De eerste (openbare) bibliotheek waar ik rond 1980 als kind kwam was een etage in een klein grappig gebouwtje, hieronder op de foto afgebeeld. Als ik het me goed herinner, moest je rechts door de deur en dan de trap op. Het rook er altijd aangenaam stoffig.
Als je een boek leende, werd het kaartje uit het boek genomen en in een mapje met je naam gestopt. Een stempel in het boek gaf aan vóór welke datum het boek terug moest. Als je te laat inleverde, kostte je dat een dubbeltje per boek. Meestal ging de dame achter de balie er coulant mee om.
Op middagwandelingen in tijden van corona kom je op plekken waar je vaak zonder aandacht aan voorbij loopt. Het gebouwtje ligt in een zijstraatje, of beter: uitstulpinkje, van de Pastoor Habetsstraat (geen familie, voor zover ik weet). Een beetje schuin er tegenover ligt mijn basisschool (inmiddels hipperdepip “kindcentrum” geheten) St. Oda.
Achter het gebouw liggen de vestingwerken van Maastricht uit de 17e en 18e eeuw, met name het deel dat de hoge fronten wordt genoemd. In de volksmond heet het gebied ook wel de Werke. Het opschrift boven de boog van het gebouwtje verwijst daar ook naar. Tegenwoordig is het een park, waar het fijn wandelen is. Bij de meeste toeristen is het nagenoeg onbekend, als kinderen verstopten we er ons vaker. Op het kaartje hieronder kun je zien wat een doolhof het is (de groene lijnen rechtsboven). De blauwe pijl geeft de locatie aan van het gebouwtje. De achtertuinen van de huizen in de Pastoor Habetsstraat grenzen aan de Werke.
De vestingwerken bestaan voor een deel uit bastions. Om die reden dragen veel straten uit de aangrenzende wijk de naam van een van de bastions, of een van de historische personen: de architect Vauban, de militair en vestingbouwkundige Menno van Coehoorn.
Van de grotere geschiedenis, Maastricht en zijn vestingwerken (en zijn veelvuldige belegeringen) weer terug naar de persoonlijke geschiedenis. Op de basisschool (die meen ik toen nog lagere school heette) ontdekte ik het wonder van het lezen. Ik ging graag naar de bibliotheek om nieuwe boeken te ontdekken, om nieuwe dingen te weten te komen. Zoals de meeste kinderen was ik erg nieuwsgierig, en dit was het dichtste bij.

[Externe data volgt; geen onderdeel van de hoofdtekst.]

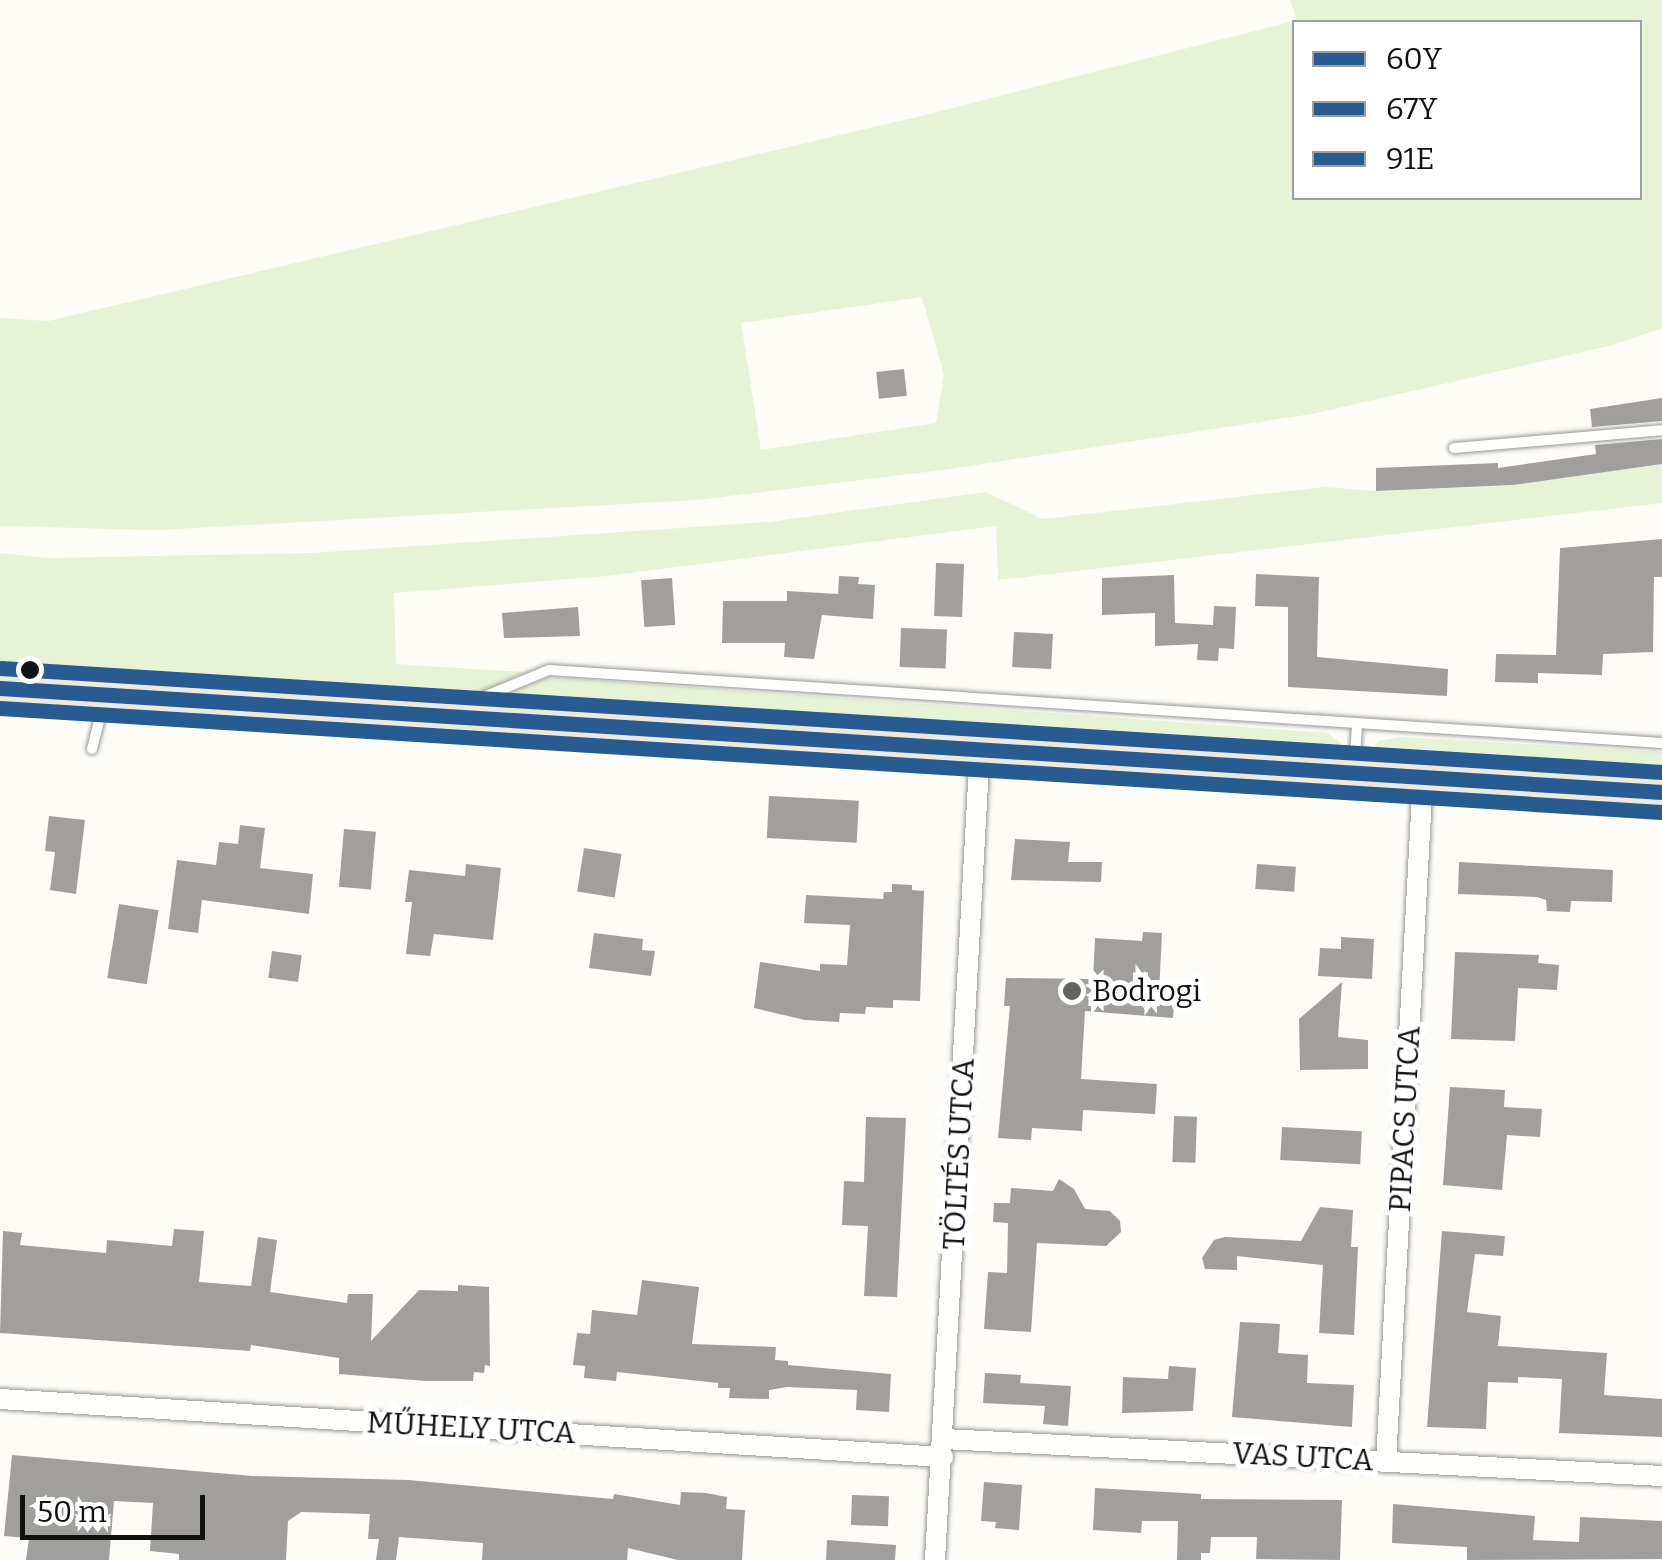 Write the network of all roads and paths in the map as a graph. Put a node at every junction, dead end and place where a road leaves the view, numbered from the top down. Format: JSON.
{"nodes":[{"id":1,"x":1662,"y":430,"type":"edge"},
{"id":2,"x":1454,"y":448,"type":"dead end"},
{"id":3,"x":0,"y":688,"type":"edge"},
{"id":4,"x":105,"y":695,"type":"junction"},
{"id":5,"x":435,"y":717,"type":"junction"},
{"id":6,"x":1357,"y":726,"type":"junction"},
{"id":7,"x":1662,"y":743,"type":"edge"},
{"id":8,"x":980,"y":748,"type":"junction"},
{"id":9,"x":92,"y":749,"type":"dead end"},
{"id":10,"x":1354,"y":772,"type":"junction"},
{"id":11,"x":1423,"y":777,"type":"junction"},
{"id":12,"x":1662,"y":792,"type":"edge"},
{"id":13,"x":0,"y":1398,"type":"edge"},
{"id":14,"x":943,"y":1448,"type":"junction"},
{"id":15,"x":1386,"y":1462,"type":"junction"},
{"id":16,"x":1662,"y":1476,"type":"edge"},
{"id":17,"x":935,"y":1560,"type":"edge"}],
"edges":[{"from":1,"to":2,"type":"lane"},
{"from":3,"to":4,"type":"main road"},
{"from":4,"to":5,"type":"main road"},
{"from":4,"to":9,"type":"lane"},
{"from":5,"to":6,"type":"lane"},
{"from":5,"to":8,"type":"main road"},
{"from":6,"to":7,"type":"lane"},
{"from":6,"to":10,"type":"lane"},
{"from":8,"to":10,"type":"main road"},
{"from":8,"to":14,"type":"street","name":"TÖLTÉS UTCA"},
{"from":10,"to":11,"type":"main road"},
{"from":11,"to":12,"type":"main road"},
{"from":11,"to":15,"type":"street","name":"PIPACS UTCA"},
{"from":13,"to":14,"type":"street","name":"MŰHELY UTCA"},
{"from":14,"to":15,"type":"street","name":"VAS UTCA"},
{"from":14,"to":17,"type":"street","name":"TÖLTÉS UTCA"},
{"from":15,"to":16,"type":"street","name":"VAS UTCA"}]} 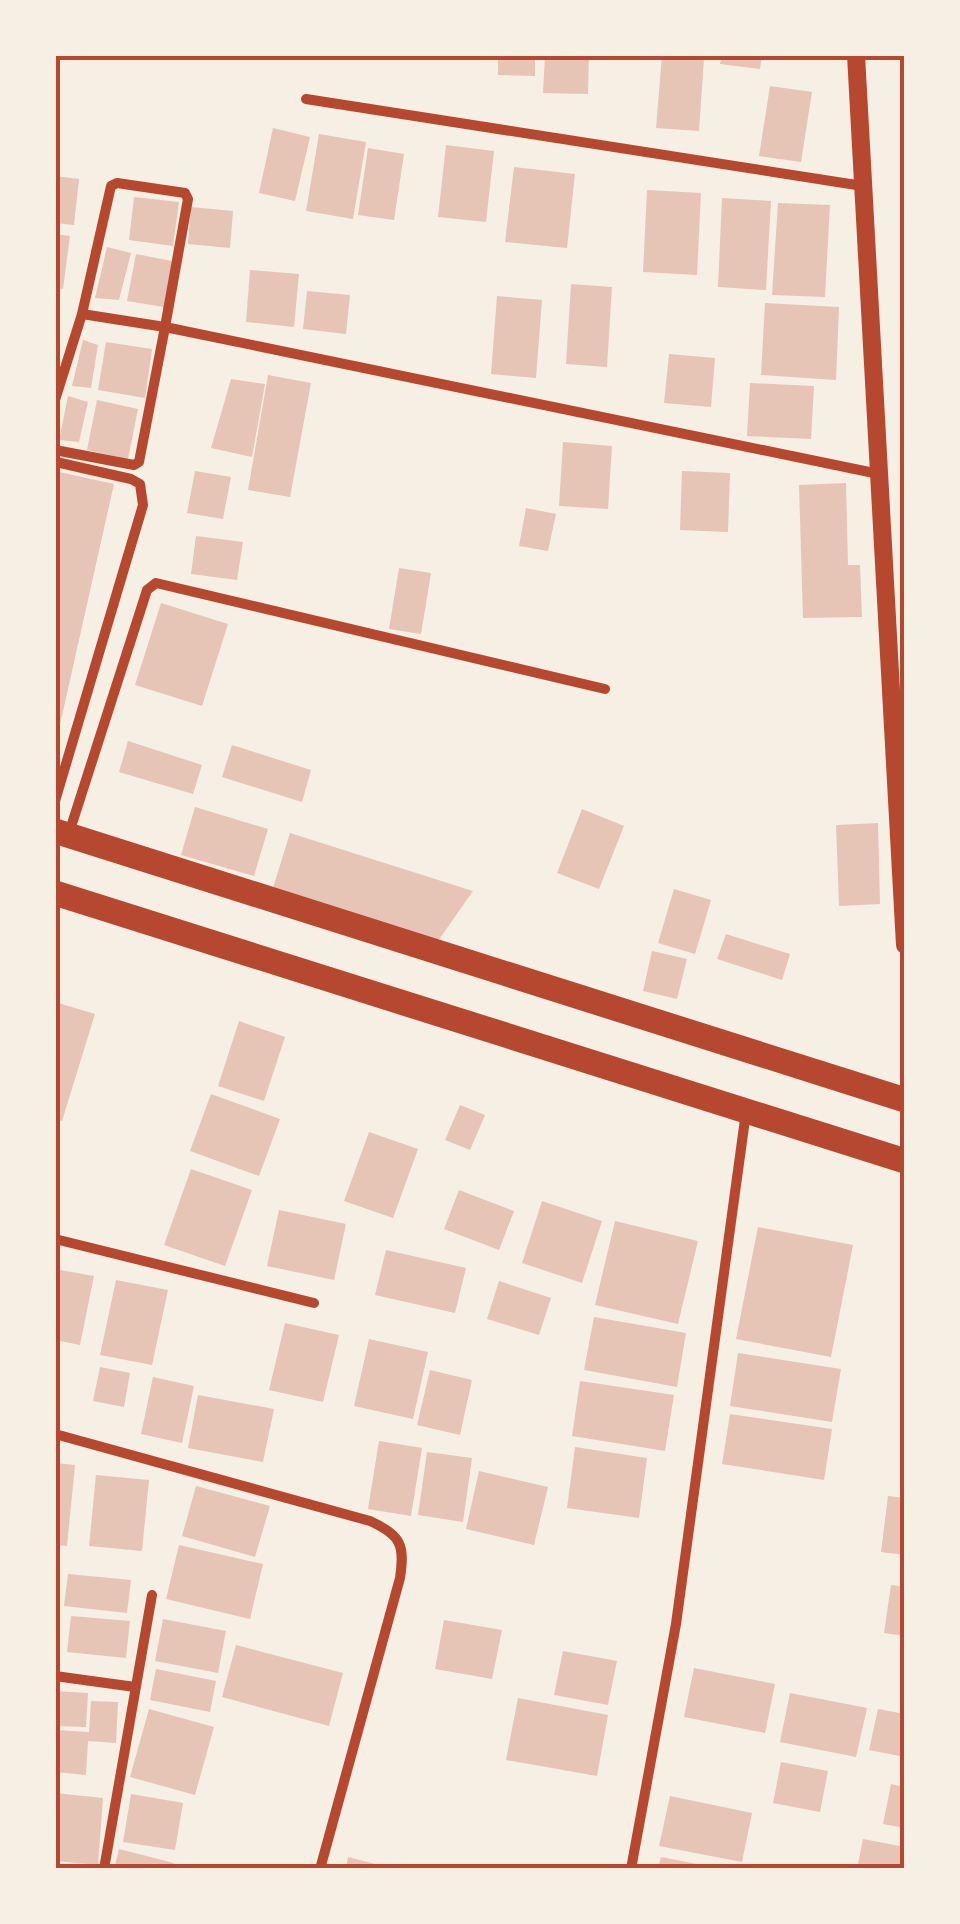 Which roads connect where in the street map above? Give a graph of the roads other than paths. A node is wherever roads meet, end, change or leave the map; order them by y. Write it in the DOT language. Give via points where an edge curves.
graph roads {
  1 [pos="856,55"];
  2 [pos="306,99"];
  3 [pos="863,186"];
  4 [pos="82,314"];
  5 [pos="165,327"];
  6 [pos="55,400"];
  7 [pos="56,456"];
  8 [pos="879,474"];
  9 [pos="605,689"];
  10 [pos="55,801"];
  11 [pos="62,833"];
  12 [pos="55,893"];
  13 [pos="905,945"];
  14 [pos="905,1100"];
  15 [pos="746,1110"];
  16 [pos="905,1160"];
  17 [pos="55,1239"];
  18 [pos="314,1304"];
  19 [pos="55,1434"];
  20 [pos="152,1595"];
  21 [pos="55,1676"];
  22 [pos="135,1687"];
  23 [pos="104,1869"];
  24 [pos="320,1869"];
  25 [pos="630,1869"];
  1 -- 3 [label="street"];
  2 -- 3 [label="street"];
  3 -- 8 [label="street"];
  4 -- 5 [label="street"];
  4 -- 5 [label="street" via="111,186 185,193"];
  4 -- 6 [label="street"];
  5 -- 7 [label="street" via="139,462"];
  5 -- 8 [label="street"];
  7 -- 10 [label="street" via="140,484 143,505"];
  8 -- 13 [label="street"];
  9 -- 11 [label="street" via="156,583 147,590"];
  11 -- 14 [label="main road"];
  12 -- 15 [label="main road"];
  15 -- 16 [label="main road"];
  15 -- 25 [label="street" via="676,1624"];
  17 -- 18 [label="street"];
  19 -- 24 [label="street" via="370,1521 398,1539 400,1578"];
  20 -- 22 [label="street"];
  21 -- 22 [label="street"];
  22 -- 23 [label="street"];
} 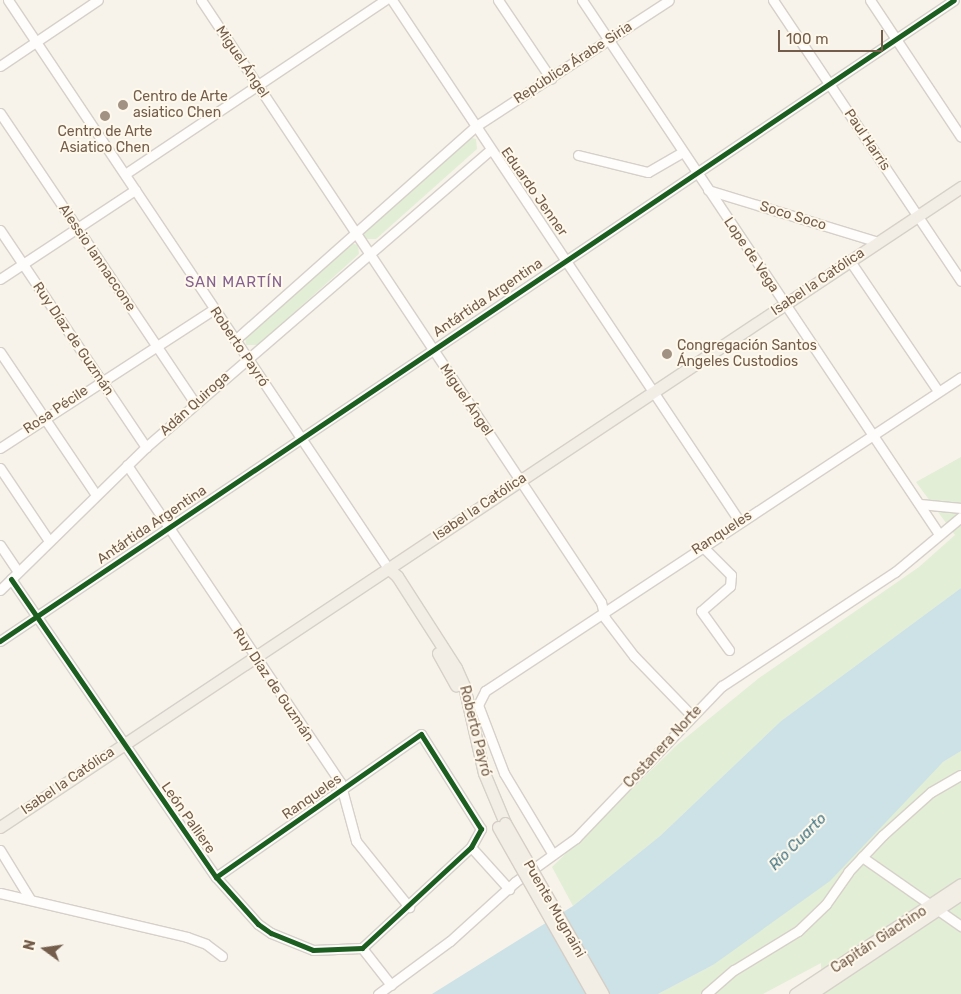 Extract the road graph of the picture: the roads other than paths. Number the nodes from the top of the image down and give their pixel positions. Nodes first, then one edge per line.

Ik meen dat medio jaren ’80, in het kader van bezuinigingen en “rationalisatie”, de kleine vestiging werd opgeheven. In de tussentijd bezocht ik steeds vaker de relatief grote dependance van de stadsbibliotheek in de wijk Malpertuis (ja, inderdaad genoemd naar Maupertuus of Malpertuus uit Van den vos Reynaerde). Ze hadden daar meer boeken, gescheiden in jeugdboeken en volwassenenboeken, maar vooral veel geschiedenisboeken! De centrale vestiging van de stadsbibliotheek, waar ze nóg meer hadden, kwam een paar jaar later. Maar die kleine, bijna schattige verzameling aan boeken en die geduldige, veel kalmte uitstralende bibliothecaresse vormen een dierbare herinnering. De eerste schreden op het steeds breder wordende boekenpad.